• Your task:
Pictures excluded, copy every record that follows exactly as it appears.

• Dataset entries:
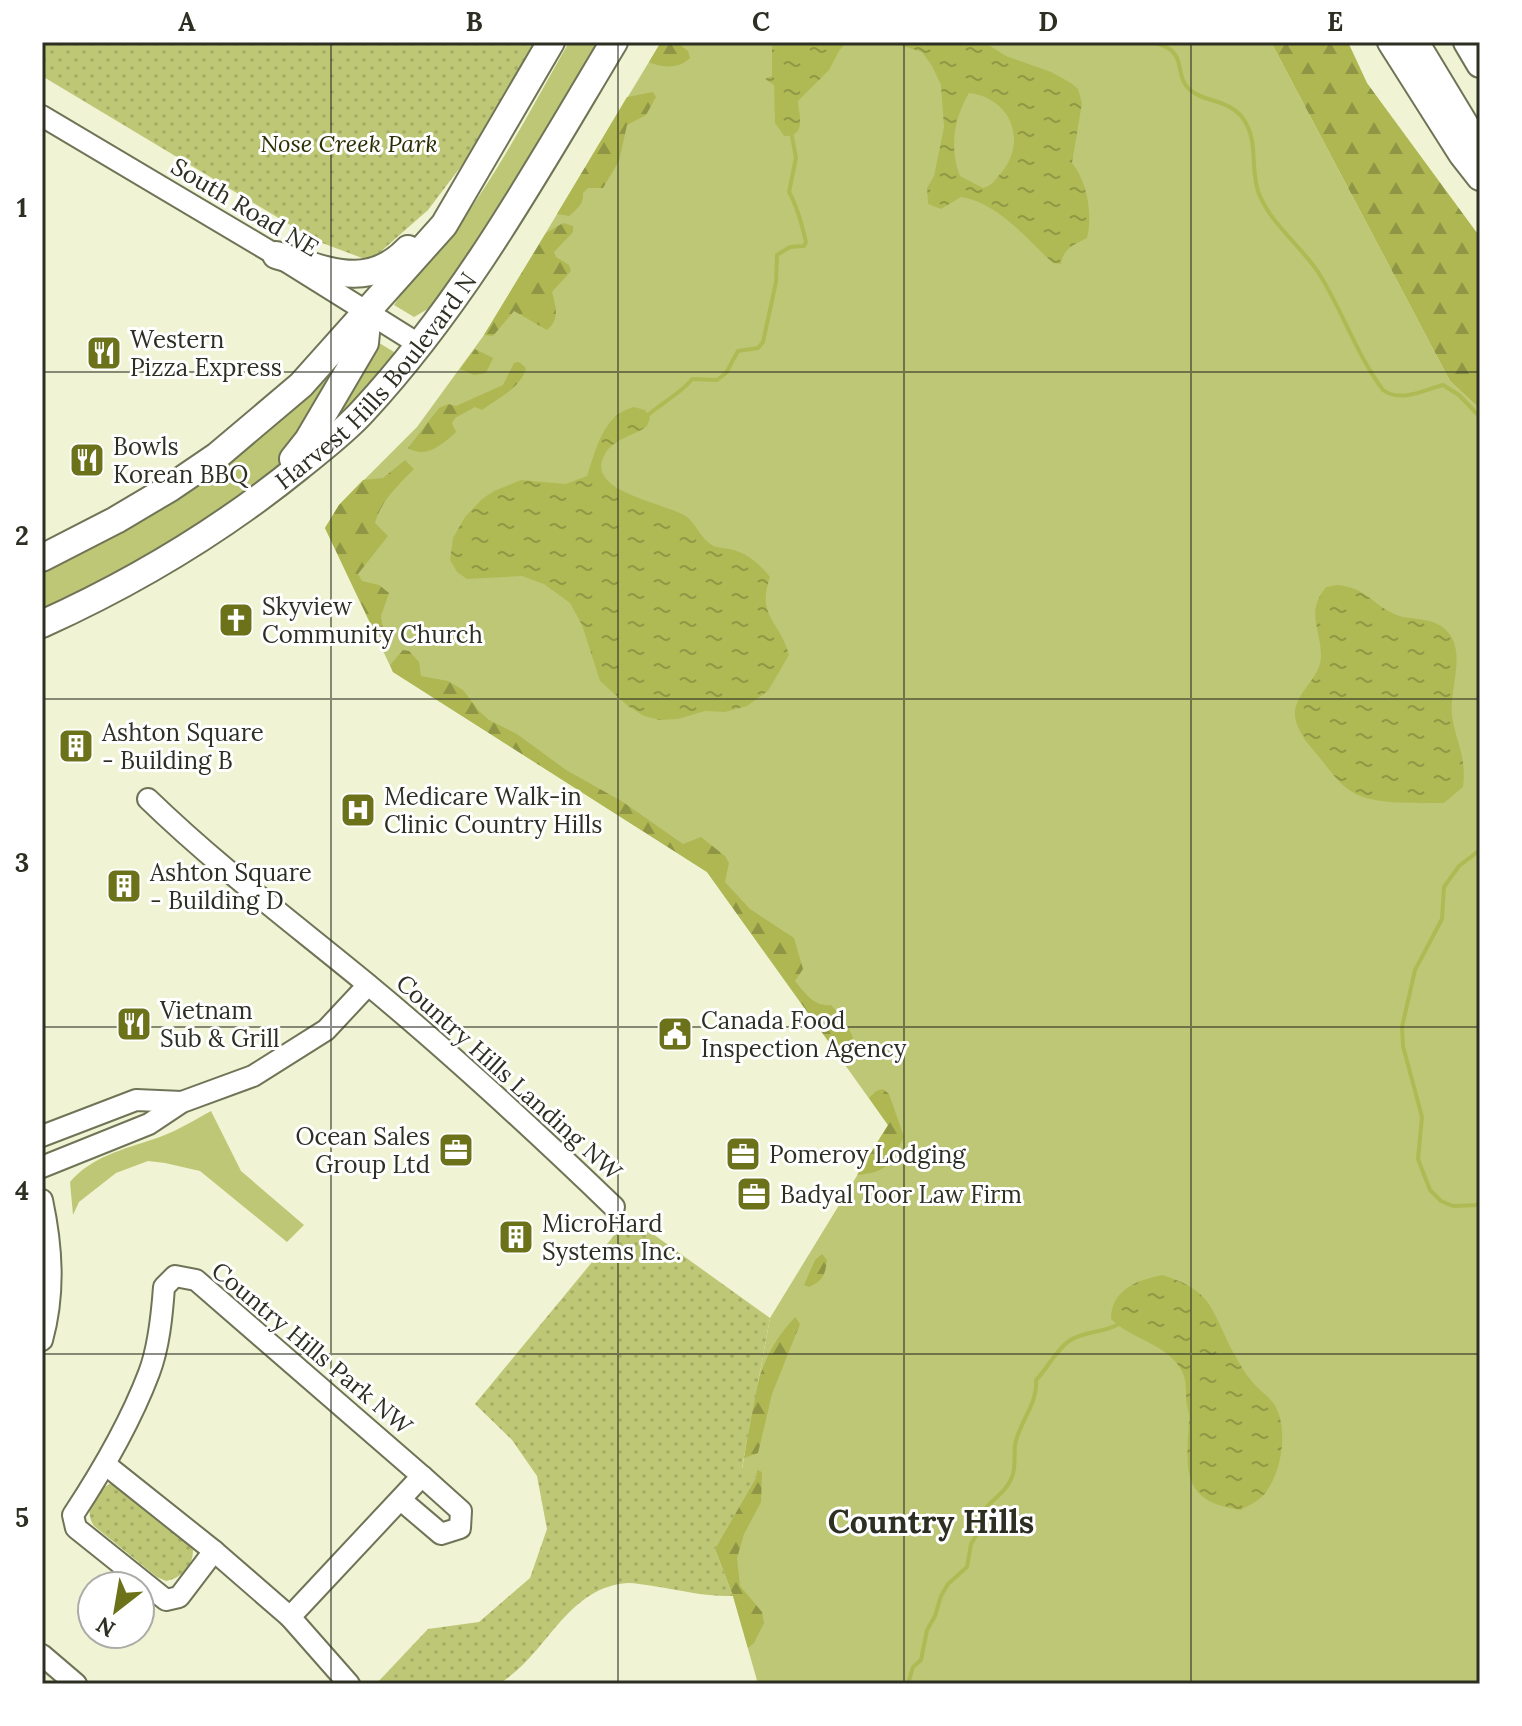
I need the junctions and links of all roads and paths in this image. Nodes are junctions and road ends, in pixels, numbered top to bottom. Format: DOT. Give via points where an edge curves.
graph roads {
  1 [pos="551,42"];
  2 [pos="614,42"];
  3 [pos="1391,42"];
  4 [pos="1415,42"];
  5 [pos="1467,42"];
  6 [pos="1480,64"];
  7 [pos="42,116"];
  8 [pos="1480,149"];
  9 [pos="481,165"];
  10 [pos="1480,177"];
  11 [pos="276,255"];
  12 [pos="368,312"];
  13 [pos="420,345"];
  14 [pos="267,493"];
  15 [pos="42,558"];
  16 [pos="42,624"];
  17 [pos="148,799"];
  18 [pos="368,985"];
  19 [pos="182,1102"];
  20 [pos="42,1136"];
  21 [pos="42,1167"];
  22 [pos="42,1200"];
  23 [pos="614,1207"];
  24 [pos="42,1340"];
  25 [pos="106,1465"];
  26 [pos="422,1476"];
  27 [pos="401,1500"];
  28 [pos="214,1551"];
  29 [pos="290,1617"];
  30 [pos="42,1655"];
  31 [pos="76,1684"];
  32 [pos="349,1684"];
  1 -- 9 [label="main road, Harvest Hills Boulevard N"];
  2 -- 13 [label="main road, Harvest Hills Boulevard N" via="483,258"];
  3 -- 10 [label="main road"];
  4 -- 8 [label="main road"];
  5 -- 6 [label="main road"];
  7 -- 11 [label="street, South Road NE"];
  9 -- 11 [label="main road" via="383,269 350,275"];
  9 -- 12 [label="main road, Harvest Hills Boulevard N" via="444,225"];
  11 -- 12 [label="street, South Road NE"];
  12 -- 13 [label="street, South Road NE"];
  12 -- 14 [label="main road" via="365,343 342,385"];
  12 -- 15 [label="main road, Harvest Hills Boulevard N" via="301,385 217,456 116,520"];
  13 -- 14 [label="main road, Harvest Hills Boulevard N" via="361,414"];
  14 -- 16 [label="main road, Harvest Hills Boulevard N" via="201,540"];
  17 -- 18 [label="street, Country Hills Landing NW" via="196,845"];
  18 -- 19 [label="street, Country Hills Landing NW" via="347,1011 298,1049 253,1076"];
  18 -- 23 [label="street, Country Hills Landing NW"];
  19 -- 20 [label="street, Country Hills Landing NW" via="136,1100"];
  19 -- 21 [label="street, Country Hills Landing NW" via="149,1124"];
  22 -- 24 [label="street" via="51,1300"];
  25 -- 26 [label="street, Country Hills Park NW" via="150,1371 164,1287 175,1276 196,1280"];
  25 -- 28 [label="street"];
  25 -- 28 [label="street, Country Hills Park NW" via="73,1515 76,1528 166,1600 179,1597"];
  26 -- 27 [label="street"];
  26 -- 27 [label="street, Country Hills Park NW" via="461,1511 460,1528 441,1534"];
  27 -- 29 [label="street"];
  28 -- 29 [label="street"];
  29 -- 32 [label="street"];
  30 -- 31 [label="street"];
}
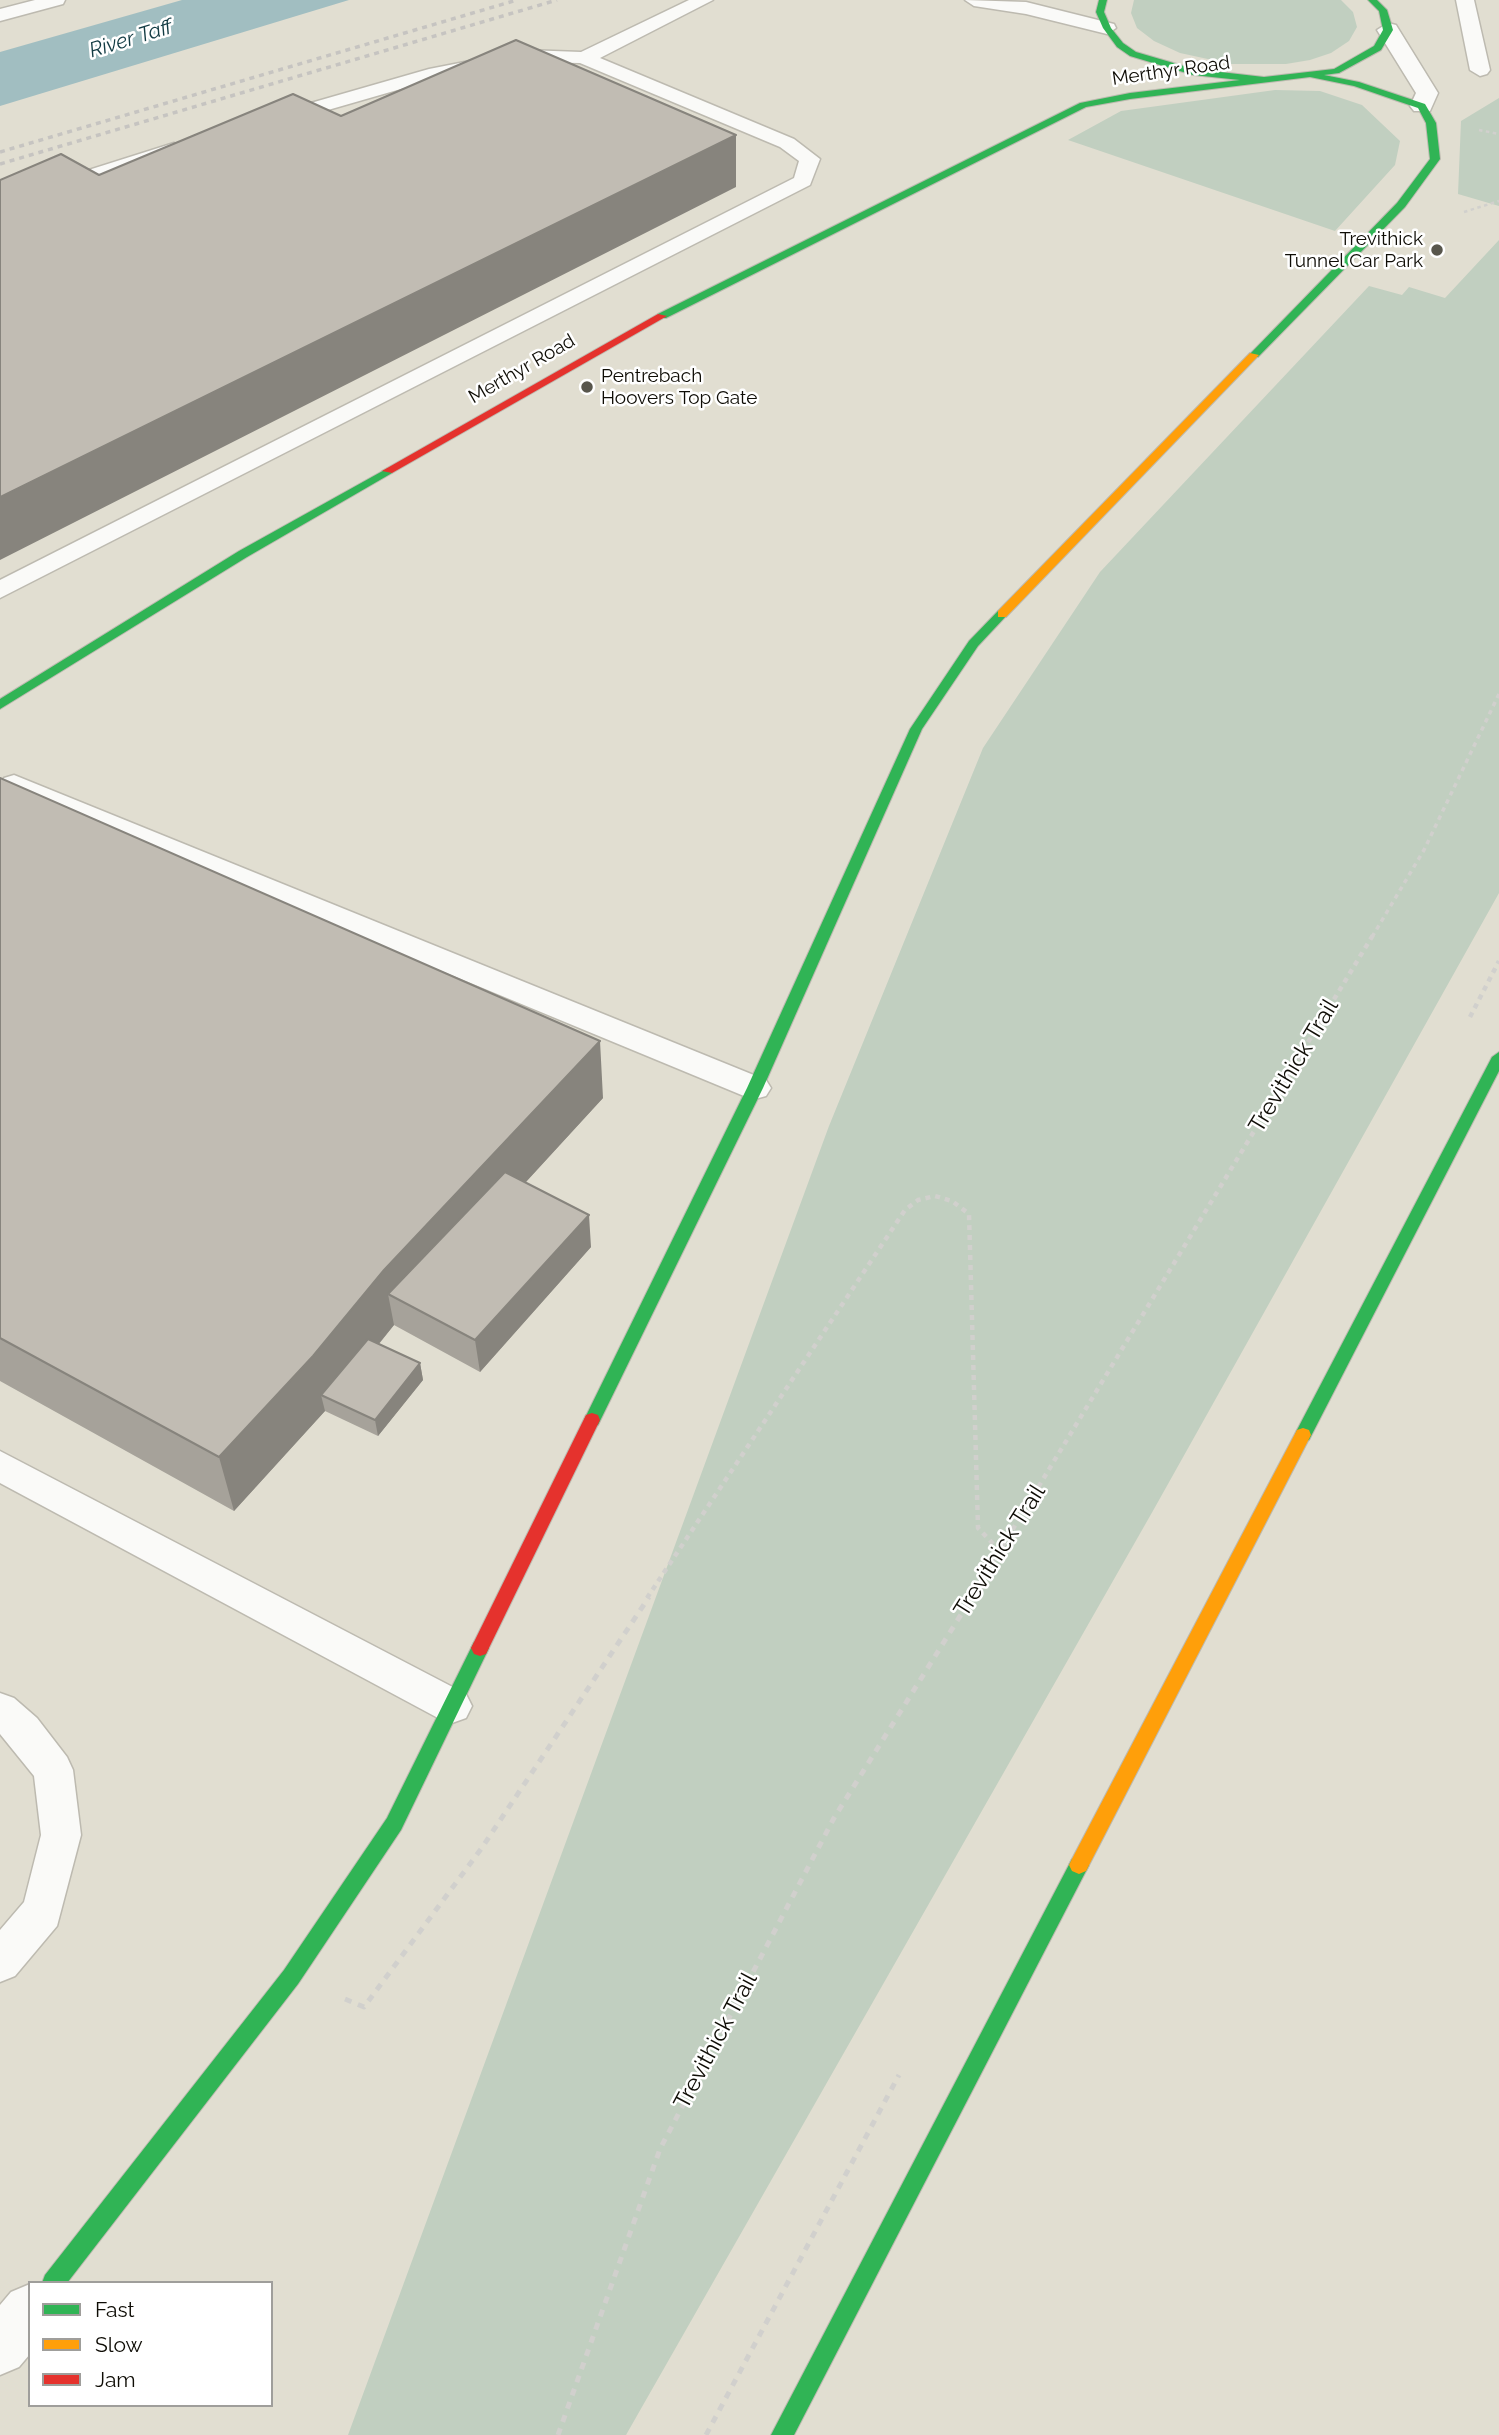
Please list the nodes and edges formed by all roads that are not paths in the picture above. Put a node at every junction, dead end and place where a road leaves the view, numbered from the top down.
1 (56, 0) edge
2 (704, 0) edge
3 (974, 0) edge
4 (1094, 0) edge
5 (1103, 0) edge
6 (1465, 0) edge
7 (1026, 8) junction
8 (1381, 10) edge
9 (0, 15) edge
10 (1107, 29) junction
11 (1120, 45) junction
12 (584, 58) junction
13 (1123, 66) dead end
14 (1480, 70) dead end
15 (1314, 76) junction
16 (1264, 80) junction
17 (1106, 82) dead end
18 (1083, 105) junction
19 (1422, 106) junction
20 (259, 124) edge
21 (196, 143) edge
22 (0, 205) edge
23 (0, 590) edge
24 (0, 705) edge
25 (14, 784) edge
26 (1499, 1057) edge
27 (755, 1088) junction
28 (0, 1466) edge
29 (453, 1706) junction
30 (0, 1710) edge
31 (0, 1962) edge
32 (55, 2281) edge
33 (28, 2313) edge
34 (0, 2348) edge
35 (782, 2435) edge

1 - 9 lane
2 - 12 lane
3 - 7 lane
4 - 7 lane
5 - 10 main road
6 - 14 lane
7 - 10 lane
8 - 15 main road
8 - 19 street
10 - 11 main road
11 - 13 main road, Merthyr Road
11 - 16 main road
12 - 20 lane
12 - 23 lane
15 - 16 main road
15 - 19 main road
16 - 18 main road, Merthyr Road
17 - 18 main road, Merthyr Road
18 - 24 main road, Merthyr Road
19 - 27 main road
21 - 22 lane
25 - 27 lane
26 - 35 main road
27 - 29 main road
28 - 29 lane
29 - 32 main road
30 - 31 lane
33 - 34 street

• Your solution:
I need the junctions and links of all roads and paths in this image. Nodes are junctions and road ends, in pixels, numbered top to bottom. Format: DOT. Give via points where an edge curves.
graph roads {
  1 [pos="551,42"];
  2 [pos="614,42"];
  3 [pos="1391,42"];
  4 [pos="1415,42"];
  5 [pos="1467,42"];
  6 [pos="1480,64"];
  7 [pos="42,116"];
  8 [pos="1480,149"];
  9 [pos="481,165"];
  10 [pos="1480,177"];
  11 [pos="276,255"];
  12 [pos="368,312"];
  13 [pos="420,345"];
  14 [pos="267,493"];
  15 [pos="42,558"];
  16 [pos="42,624"];
  17 [pos="148,799"];
  18 [pos="368,985"];
  19 [pos="182,1102"];
  20 [pos="42,1136"];
  21 [pos="42,1167"];
  22 [pos="42,1200"];
  23 [pos="614,1207"];
  24 [pos="42,1340"];
  25 [pos="106,1465"];
  26 [pos="422,1476"];
  27 [pos="401,1500"];
  28 [pos="214,1551"];
  29 [pos="290,1617"];
  30 [pos="42,1655"];
  31 [pos="76,1684"];
  32 [pos="349,1684"];
  1 -- 9 [label="main road, Harvest Hills Boulevard N"];
  2 -- 13 [label="main road, Harvest Hills Boulevard N" via="483,258"];
  3 -- 10 [label="main road"];
  4 -- 8 [label="main road"];
  5 -- 6 [label="main road"];
  7 -- 11 [label="street, South Road NE"];
  9 -- 11 [label="main road" via="383,269 350,275"];
  9 -- 12 [label="main road, Harvest Hills Boulevard N" via="444,225"];
  11 -- 12 [label="street, South Road NE"];
  12 -- 13 [label="street, South Road NE"];
  12 -- 14 [label="main road" via="365,343 342,385"];
  12 -- 15 [label="main road, Harvest Hills Boulevard N" via="301,385 217,456 116,520"];
  13 -- 14 [label="main road, Harvest Hills Boulevard N" via="361,414"];
  14 -- 16 [label="main road, Harvest Hills Boulevard N" via="201,540"];
  17 -- 18 [label="street, Country Hills Landing NW" via="196,845"];
  18 -- 19 [label="street, Country Hills Landing NW" via="347,1011 298,1049 253,1076"];
  18 -- 23 [label="street, Country Hills Landing NW"];
  19 -- 20 [label="street, Country Hills Landing NW" via="136,1100"];
  19 -- 21 [label="street, Country Hills Landing NW" via="149,1124"];
  22 -- 24 [label="street" via="51,1300"];
  25 -- 26 [label="street, Country Hills Park NW" via="150,1371 164,1287 175,1276 196,1280"];
  25 -- 28 [label="street"];
  25 -- 28 [label="street, Country Hills Park NW" via="73,1515 76,1528 166,1600 179,1597"];
  26 -- 27 [label="street"];
  26 -- 27 [label="street, Country Hills Park NW" via="461,1511 460,1528 441,1534"];
  27 -- 29 [label="street"];
  28 -- 29 [label="street"];
  29 -- 32 [label="street"];
  30 -- 31 [label="street"];
}
Please list the nodes and edges formed by all roads that are not paths in the picture above. Put a node at every junction, dead end and place where a road leaves the view, numbered from the top down.
1 (56, 0) edge
2 (704, 0) edge
3 (974, 0) edge
4 (1094, 0) edge
5 (1103, 0) edge
6 (1465, 0) edge
7 (1026, 8) junction
8 (1381, 10) edge
9 (0, 15) edge
10 (1107, 29) junction
11 (1120, 45) junction
12 (584, 58) junction
13 (1123, 66) dead end
14 (1480, 70) dead end
15 (1314, 76) junction
16 (1264, 80) junction
17 (1106, 82) dead end
18 (1083, 105) junction
19 (1422, 106) junction
20 (259, 124) edge
21 (196, 143) edge
22 (0, 205) edge
23 (0, 590) edge
24 (0, 705) edge
25 (14, 784) edge
26 (1499, 1057) edge
27 (755, 1088) junction
28 (0, 1466) edge
29 (453, 1706) junction
30 (0, 1710) edge
31 (0, 1962) edge
32 (55, 2281) edge
33 (28, 2313) edge
34 (0, 2348) edge
35 (782, 2435) edge

1 - 9 lane
2 - 12 lane
3 - 7 lane
4 - 7 lane
5 - 10 main road
6 - 14 lane
7 - 10 lane
8 - 15 main road
8 - 19 street
10 - 11 main road
11 - 13 main road, Merthyr Road
11 - 16 main road
12 - 20 lane
12 - 23 lane
15 - 16 main road
15 - 19 main road
16 - 18 main road, Merthyr Road
17 - 18 main road, Merthyr Road
18 - 24 main road, Merthyr Road
19 - 27 main road
21 - 22 lane
25 - 27 lane
26 - 35 main road
27 - 29 main road
28 - 29 lane
29 - 32 main road
30 - 31 lane
33 - 34 street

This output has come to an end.